Reader, RIP!

A buzz at midnight was beyond belief. Hurriedly, his family physician drove to his home. The gloom in the garden was overshadowing the dread of night. Doc went straight into his bedroom. Everything was in place. A distinctive whiff of books overwhelmed his bedroom. He was surrounded by racks full of books; a young man who used to look after him was sitting nearby reciting Surah Yaseen. The chair and table next to his bed, the one on which he had his last dinner just an hour ago, was empty. There was also a bedside book Religion vs Religion by Ali Shariati, from which he had read a few pages before going into eternal sleep. While dead to the world, eyes closed, he wore a serene smile on his face, hiding a deep pain inside. He seemed poised and peaceful with only his books and his helper around. Doc called up his son abroad, who couldn’t be here because of Covid-19 travel ban, and said- “Aga shb is no more.”

A renowned educationist and intellectual Prof.Aga Ashraf Ali was an institution by himself. An orator par excellence. A glib speaker. Full of wit, humour and logical sarcasm. And above all, he was an avid booklover. A voracious reader.  The book was his bond. Loving and lasting. The book was his being. Vivacious and vitalizing.

   

He possessed no smartphone or tablet. He wasn’t techno-savvy or social media buff. It wasn’t his realm. He was beyond it. He lived amidst the empire of his books. Looking at reality without flinching, he was a realist who often walked and talked his books.

During 2014 floods, his home was submersed and he was airlifted to Delhi. He never felt bad about losing his house. However, he always mourned the loss of treasure he had accumulated during his lifetime: his books!
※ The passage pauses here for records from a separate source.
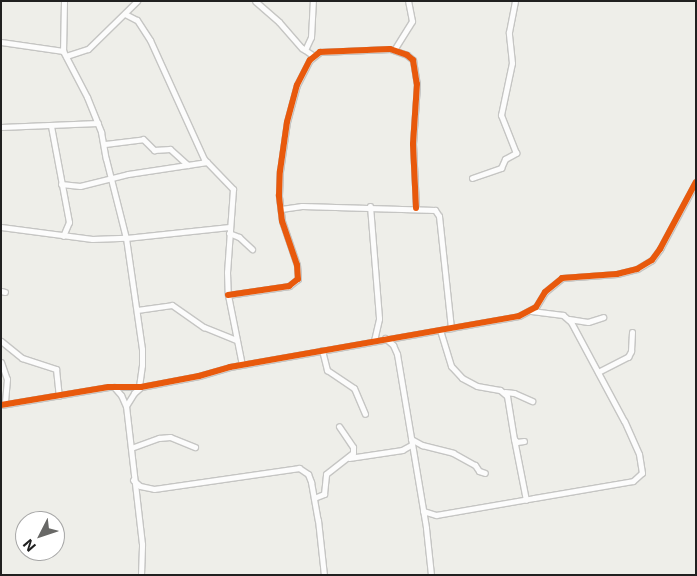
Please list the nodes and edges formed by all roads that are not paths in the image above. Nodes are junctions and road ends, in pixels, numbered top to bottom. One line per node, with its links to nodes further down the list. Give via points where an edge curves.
1 (64, 1): 9 (street)
2 (137, 1): 7 (street)
3 (255, 1): 10 (street)
4 (313, 1): 10 (street, via 312,30)
5 (408, 1): 11 (street, via 412,20)
6 (515, 1): 21 (street, via 509,32 512,63 501,115 516,153 506,159 503,167)
7 (126, 14): 12 (street, via 88,49); 18 (street, via 137,20 150,40)
8 (1, 42): 9 (street)
9 (63, 50): 12 (street)
10 (305, 50): 13 (street)
11 (394, 50): 13 (street, via 327,51); 25 (street, via 407,54 416,69 413,144)
12 (66, 56): 14 (street)
13 (314, 56): 26 (street, via 300,76 290,110 280,171)
14 (98, 123): 15 (street); 17 (street)
15 (51, 126): 16 (street); 23 (street)
16 (1, 127)
17 (105, 144): 19 (street, via 143,139 154,150 170,150); 20 (street)
18 (207, 162): 19 (street); 28 (street, via 234,189)
19 (188, 165): 20 (street)
20 (112, 178): 23 (street, via 80,186); 30 (street)
21 (472, 178)
22 (696, 182): 34 (street, via 652,260 637,269 617,274 562,278 549,288 536,308)
23 (61, 184): 29 (street, via 69,222)
24 (370, 206): 25 (street); 26 (street); 42 (street, via 379,318)
25 (416, 208): 37 (street, via 432,208 438,213)
26 (281, 209): 32 (street, via 298,279 289,286)
27 (1, 227): 29 (street)
28 (229, 230): 30 (street); 31 (street); 32 (street)
29 (63, 236): 30 (street)
30 (126, 238): 33 (street)
31 (252, 249)
32 (228, 295): 41 (street)
33 (137, 310): 41 (street, via 172,305 204,327); 49 (street, via 142,361)
34 (530, 310): 36 (street, via 563,315); 37 (street, via 519,316)
35 (603, 317): 36 (street, via 588,322)
36 (569, 319): 47 (street)
37 (452, 328): 38 (street)
38 (440, 330): 40 (street); 50 (street, via 451,366 462,378 477,386)
39 (632, 332): 47 (street, via 628,357)
40 (385, 338): 42 (street); 57 (street, via 397,354)
41 (237, 340): 46 (street)
42 (374, 340): 44 (street)
43 (1, 341): 51 (street, via 22,358 56,369)
44 (322, 350): 46 (street); 55 (street, via 327,370 354,388)
45 (1, 362): 53 (street, via 7,379)
46 (242, 365): 49 (street)
47 (598, 372): 67 (street, via 639,454 642,473 633,481)
48 (113, 387): 49 (street); 51 (street); 54 (street, via 124,398)
49 (140, 387): 54 (street)
50 (504, 392): 52 (street); 58 (street, via 508,398)
51 (59, 396): 53 (street)
52 (532, 401)
53 (3, 404)
54 (126, 406): 62 (street)
55 (365, 414)
56 (339, 426): 63 (street, via 354,450)
57 (411, 438): 60 (street); 64 (street, via 422,445 453,453)
58 (514, 440): 59 (street); 67 (street)
59 (524, 441)
60 (411, 445): 63 (street, via 402,450); 68 (street)
61 (195, 447): 62 (street, via 170,437)
62 (131, 448): 65 (street)
63 (348, 458): 66 (street, via 326,474 324,494)
64 (484, 473)
65 (134, 480): 66 (street, via 140,486 154,489 293,467 308,474); 69 (street, via 142,544)
66 (314, 498): 70 (street)
67 (526, 500): 68 (street, via 436,515)
68 (424, 511): 71 (street)
69 (140, 575)
70 (324, 575)
71 (431, 575)

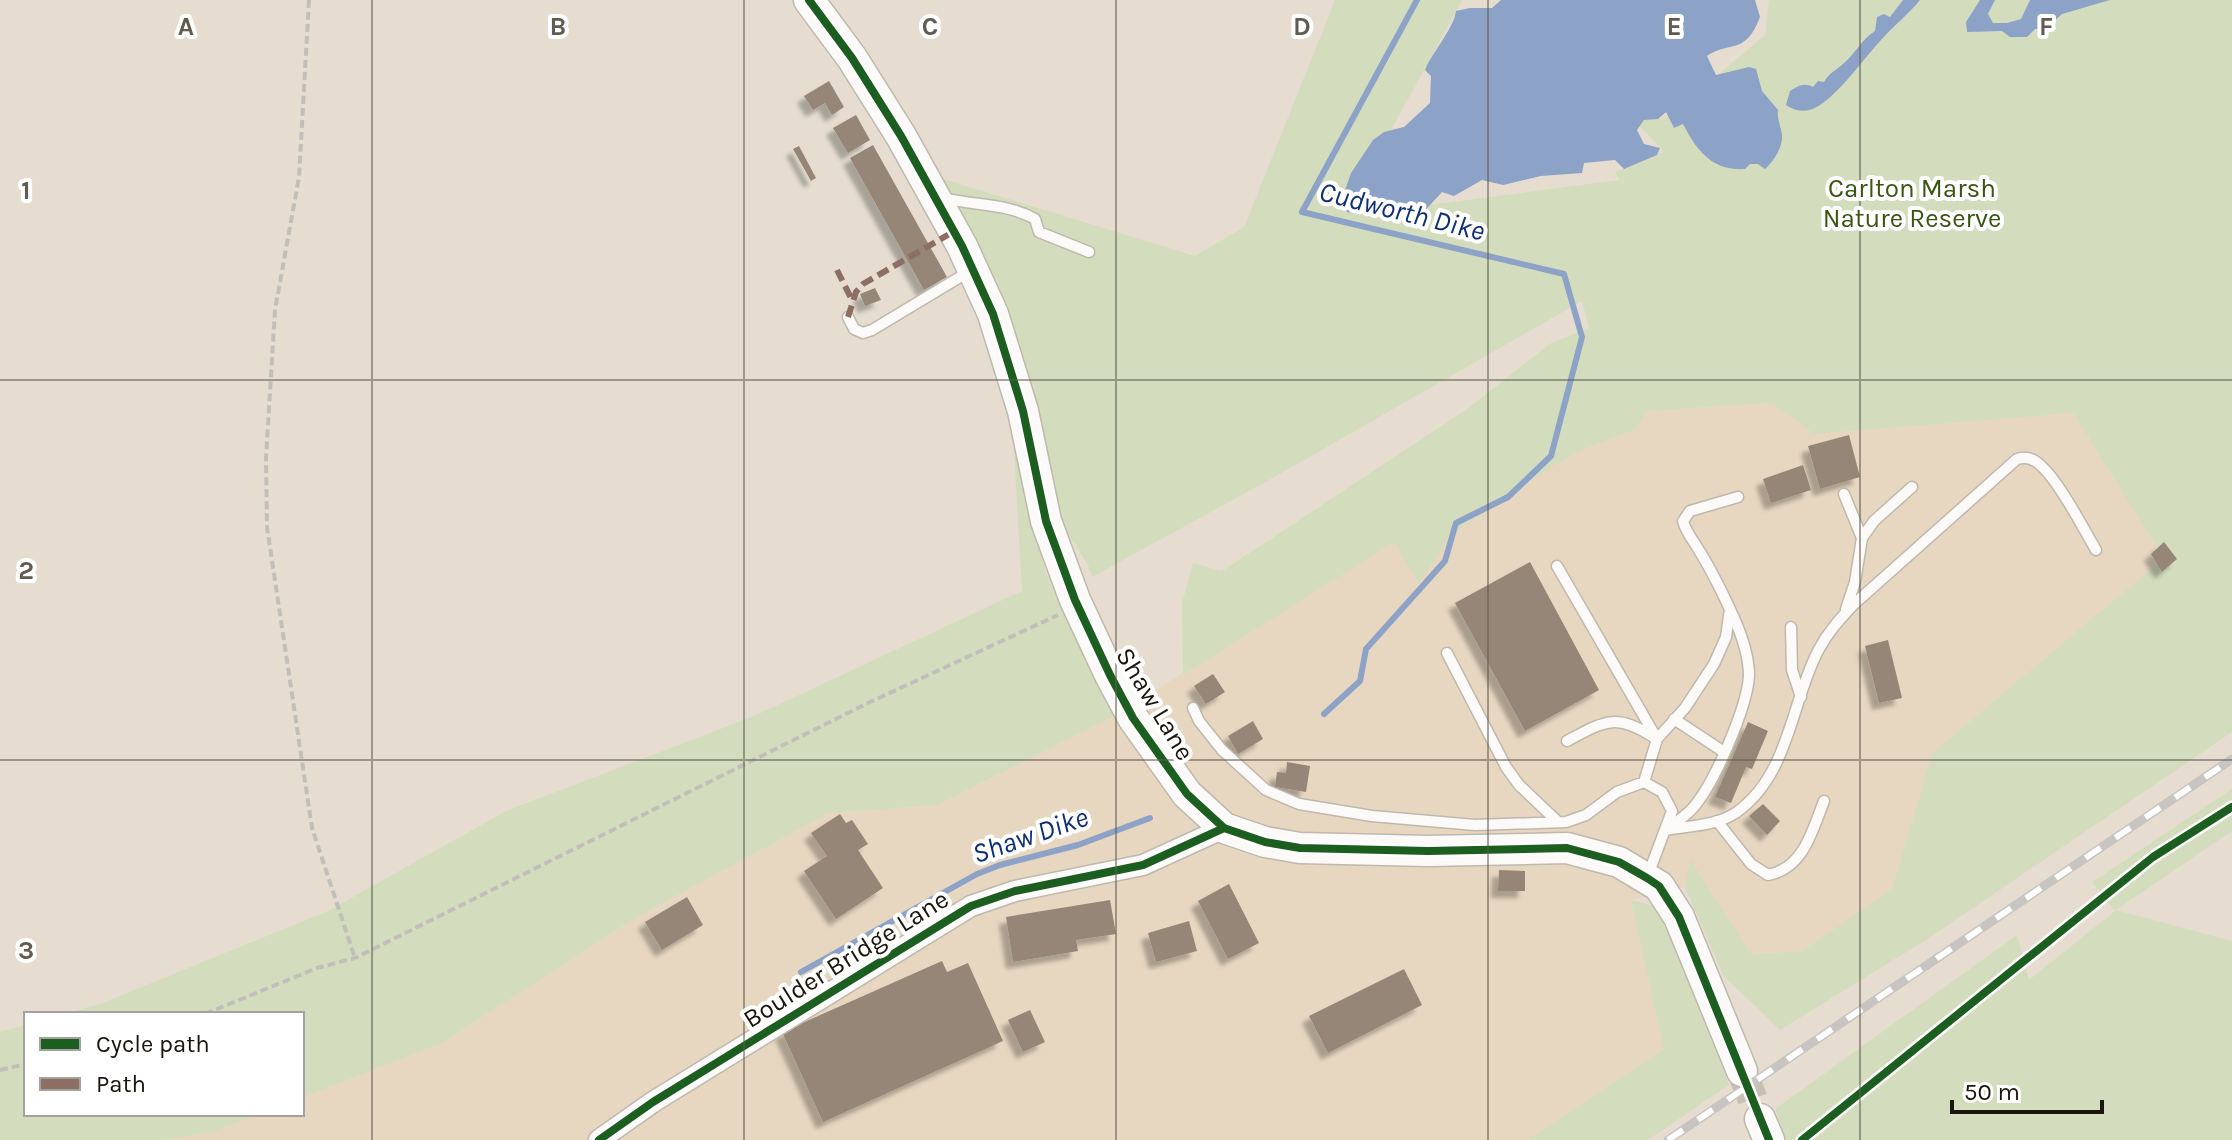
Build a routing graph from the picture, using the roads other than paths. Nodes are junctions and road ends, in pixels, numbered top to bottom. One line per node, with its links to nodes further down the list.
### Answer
1 (809, 0): 2 (street, Shaw Lane)
2 (934, 196): 3 (lane); 4 (street, Shaw Lane)
3 (1089, 252)
4 (972, 270): 5 (lane); 26 (street, Shaw Lane)
5 (848, 317)
6 (1912, 487): 9 (lane)
7 (1844, 494): 9 (lane)
8 (1738, 497): 12 (lane)
9 (1862, 538): 13 (lane)
10 (2096, 550): 13 (lane)
11 (1557, 566): 19 (lane)
12 (1730, 609): 18 (lane); 21 (lane)
13 (1844, 614): 16 (lane)
14 (1791, 627): 16 (lane)
15 (1447, 653): 25 (lane)
16 (1801, 699): 24 (lane)
17 (1193, 708): 25 (lane)
18 (1674, 719): 19 (lane); 21 (lane)
19 (1657, 739): 20 (lane); 22 (lane)
20 (1567, 741)
21 (1724, 752): 27 (lane)
22 (1644, 782): 25 (lane); 27 (lane)
23 (1824, 801): 24 (lane)
24 (1717, 821): 27 (lane)
25 (1558, 822)
26 (1224, 828): 28 (street, Shaw Lane); 30 (street, Boulder Bridge Lane)
27 (1665, 830): 28 (lane)
28 (1647, 878): 29 (street, Shaw Lane)
29 (1742, 1071)
30 (599, 1140)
Reading and reading and reading. He had an endless fascination and a curious acceptance to wade out life’s mystery and meaning from books. That’s why, he had a magical memory to quote and quote things relentlessly. Every bite of insight from books reminded him to savour the sweet things in life and not grow bitter about the bad. His mind was his dominion. His humour was his armour.

For him, age was just a number. At 84, he had a head injury after he slipped in the washroom. A deceased former director of SKIMS, after looking at the film of his CT head, told him–”Sir, your brain is absolutely normal. In fact, it has no signs of ageing and it is as good as the brain of any young man.” There were no signs of senile atrophy. Reading had kept his brain fertile.

Of course, reading demands diligence and determination. It is a great way to practice being human. And it has profound implications for what we do and what we become. Day in and day out.  A nonagenarian Aga shb remained a living legend to demonstrate it. His contribution as an educationist apart, he was a generous human being as far his dealing with people was concerned. Beyond material, his generosity was scholarly civilized. In the foreword of his book ‘Kuch Tow Kahiya Ki Log Kahtay Hain’, he warmly mentions two of his students (Dr Iqbal Nazki and Syed Habib), acknowledging them as the ones who have surpassed him in excellence.Great mentors and teachers proudly let their students grow and outshine. Aga shb was an epitome of such an attitude. In fact, it’s his student Syed Habib shb who has “transcreated” (in the words of Aga shb) the book ‘Kuch Tow Kahiya Ki Log Kahtay Hain’ out of numerous recorded interview cassettes wherein he had spoken profusely.

Quoting from his favourite lecture of Joseph Needham, Aga shb in his foreword termed humility as an artefact of his life—”Humility is surely a concealed form of love, a willingness to give to others the benefit of the doubt, to be prepared to learn from them and in short a refusal to say that ‘we are the people’ and that ‘wisdom was born with us’.”

For sure, some extremely painful moments did come up in Aga sahab’s life. When his wife Sufia Nomani and, later on, son Aga Shahid passed away, he braced up as a sensitive and strong individual, not forsaking his role of placating other people while attending to his own bleeding wounds.

They say books never die. They will exist till the end of this world. But booklovers won’t. They leave us. Forever. However, their life stays as an interesting and instructive read. For times to come.